**Exercise data**
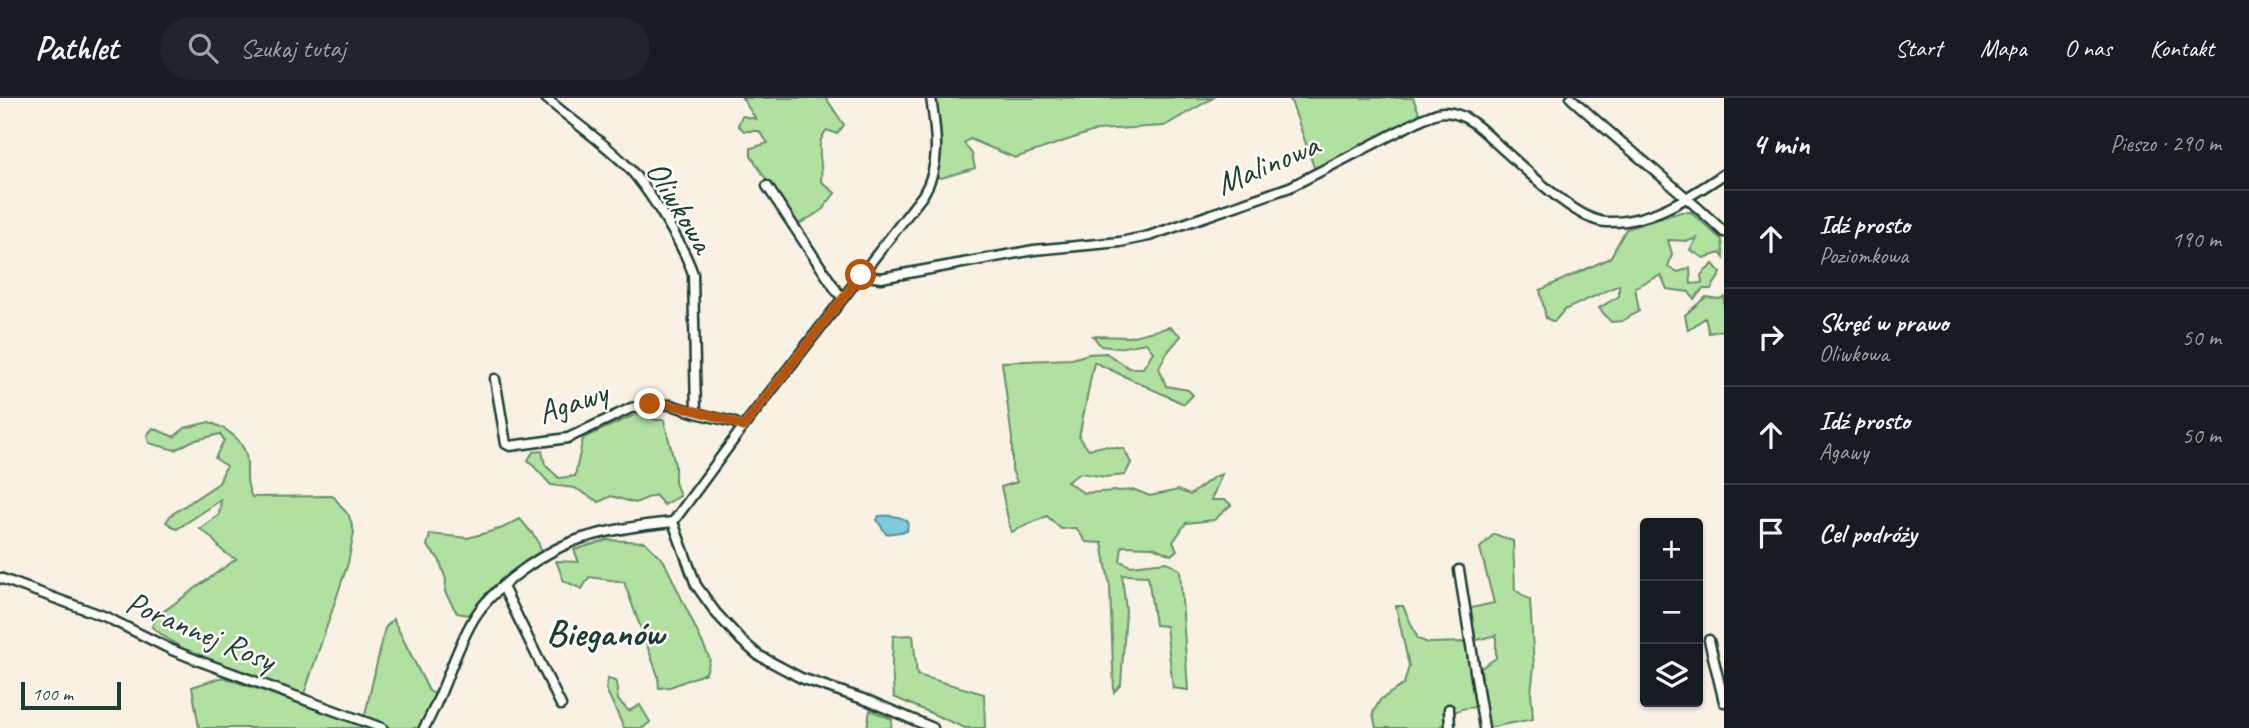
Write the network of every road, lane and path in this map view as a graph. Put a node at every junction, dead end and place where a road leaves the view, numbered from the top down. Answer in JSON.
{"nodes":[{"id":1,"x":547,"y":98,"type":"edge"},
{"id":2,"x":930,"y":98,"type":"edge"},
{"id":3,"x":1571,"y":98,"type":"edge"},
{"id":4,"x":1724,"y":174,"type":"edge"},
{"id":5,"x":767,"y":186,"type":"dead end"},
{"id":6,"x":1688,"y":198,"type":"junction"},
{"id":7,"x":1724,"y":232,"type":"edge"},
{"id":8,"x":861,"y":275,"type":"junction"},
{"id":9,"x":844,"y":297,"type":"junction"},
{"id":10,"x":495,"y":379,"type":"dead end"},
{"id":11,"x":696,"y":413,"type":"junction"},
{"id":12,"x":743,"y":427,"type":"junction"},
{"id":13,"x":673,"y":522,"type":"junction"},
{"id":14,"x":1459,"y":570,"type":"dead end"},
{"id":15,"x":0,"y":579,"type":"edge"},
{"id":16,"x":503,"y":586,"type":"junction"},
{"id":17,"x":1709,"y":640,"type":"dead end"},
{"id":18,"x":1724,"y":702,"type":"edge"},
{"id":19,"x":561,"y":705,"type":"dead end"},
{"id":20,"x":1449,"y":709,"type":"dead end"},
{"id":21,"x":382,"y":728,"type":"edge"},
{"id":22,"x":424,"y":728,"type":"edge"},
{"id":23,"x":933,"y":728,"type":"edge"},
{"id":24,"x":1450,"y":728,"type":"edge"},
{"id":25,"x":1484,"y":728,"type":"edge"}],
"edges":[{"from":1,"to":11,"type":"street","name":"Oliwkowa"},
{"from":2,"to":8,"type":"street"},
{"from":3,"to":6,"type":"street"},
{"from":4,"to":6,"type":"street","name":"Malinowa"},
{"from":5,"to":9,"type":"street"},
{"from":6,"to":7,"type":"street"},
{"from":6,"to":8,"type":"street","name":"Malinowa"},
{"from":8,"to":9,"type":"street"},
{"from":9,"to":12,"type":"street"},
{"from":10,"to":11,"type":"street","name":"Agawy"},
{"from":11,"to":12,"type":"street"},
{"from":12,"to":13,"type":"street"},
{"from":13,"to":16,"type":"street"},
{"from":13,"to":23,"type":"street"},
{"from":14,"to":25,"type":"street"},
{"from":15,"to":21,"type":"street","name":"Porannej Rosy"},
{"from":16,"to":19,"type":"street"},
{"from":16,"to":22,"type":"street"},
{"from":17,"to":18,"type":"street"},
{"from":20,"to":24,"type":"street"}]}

**Work instructions**
Output every line above exactly as it stands, and drop any picture.

**Solution**
Write the network of every road, lane and path in this map view as a graph. Put a node at every junction, dead end and place where a road leaves the view, numbered from the top down. Answer in JSON.
{"nodes":[{"id":1,"x":547,"y":98,"type":"edge"},
{"id":2,"x":930,"y":98,"type":"edge"},
{"id":3,"x":1571,"y":98,"type":"edge"},
{"id":4,"x":1724,"y":174,"type":"edge"},
{"id":5,"x":767,"y":186,"type":"dead end"},
{"id":6,"x":1688,"y":198,"type":"junction"},
{"id":7,"x":1724,"y":232,"type":"edge"},
{"id":8,"x":861,"y":275,"type":"junction"},
{"id":9,"x":844,"y":297,"type":"junction"},
{"id":10,"x":495,"y":379,"type":"dead end"},
{"id":11,"x":696,"y":413,"type":"junction"},
{"id":12,"x":743,"y":427,"type":"junction"},
{"id":13,"x":673,"y":522,"type":"junction"},
{"id":14,"x":1459,"y":570,"type":"dead end"},
{"id":15,"x":0,"y":579,"type":"edge"},
{"id":16,"x":503,"y":586,"type":"junction"},
{"id":17,"x":1709,"y":640,"type":"dead end"},
{"id":18,"x":1724,"y":702,"type":"edge"},
{"id":19,"x":561,"y":705,"type":"dead end"},
{"id":20,"x":1449,"y":709,"type":"dead end"},
{"id":21,"x":382,"y":728,"type":"edge"},
{"id":22,"x":424,"y":728,"type":"edge"},
{"id":23,"x":933,"y":728,"type":"edge"},
{"id":24,"x":1450,"y":728,"type":"edge"},
{"id":25,"x":1484,"y":728,"type":"edge"}],
"edges":[{"from":1,"to":11,"type":"street","name":"Oliwkowa"},
{"from":2,"to":8,"type":"street"},
{"from":3,"to":6,"type":"street"},
{"from":4,"to":6,"type":"street","name":"Malinowa"},
{"from":5,"to":9,"type":"street"},
{"from":6,"to":7,"type":"street"},
{"from":6,"to":8,"type":"street","name":"Malinowa"},
{"from":8,"to":9,"type":"street"},
{"from":9,"to":12,"type":"street"},
{"from":10,"to":11,"type":"street","name":"Agawy"},
{"from":11,"to":12,"type":"street"},
{"from":12,"to":13,"type":"street"},
{"from":13,"to":16,"type":"street"},
{"from":13,"to":23,"type":"street"},
{"from":14,"to":25,"type":"street"},
{"from":15,"to":21,"type":"street","name":"Porannej Rosy"},
{"from":16,"to":19,"type":"street"},
{"from":16,"to":22,"type":"street"},
{"from":17,"to":18,"type":"street"},
{"from":20,"to":24,"type":"street"}]}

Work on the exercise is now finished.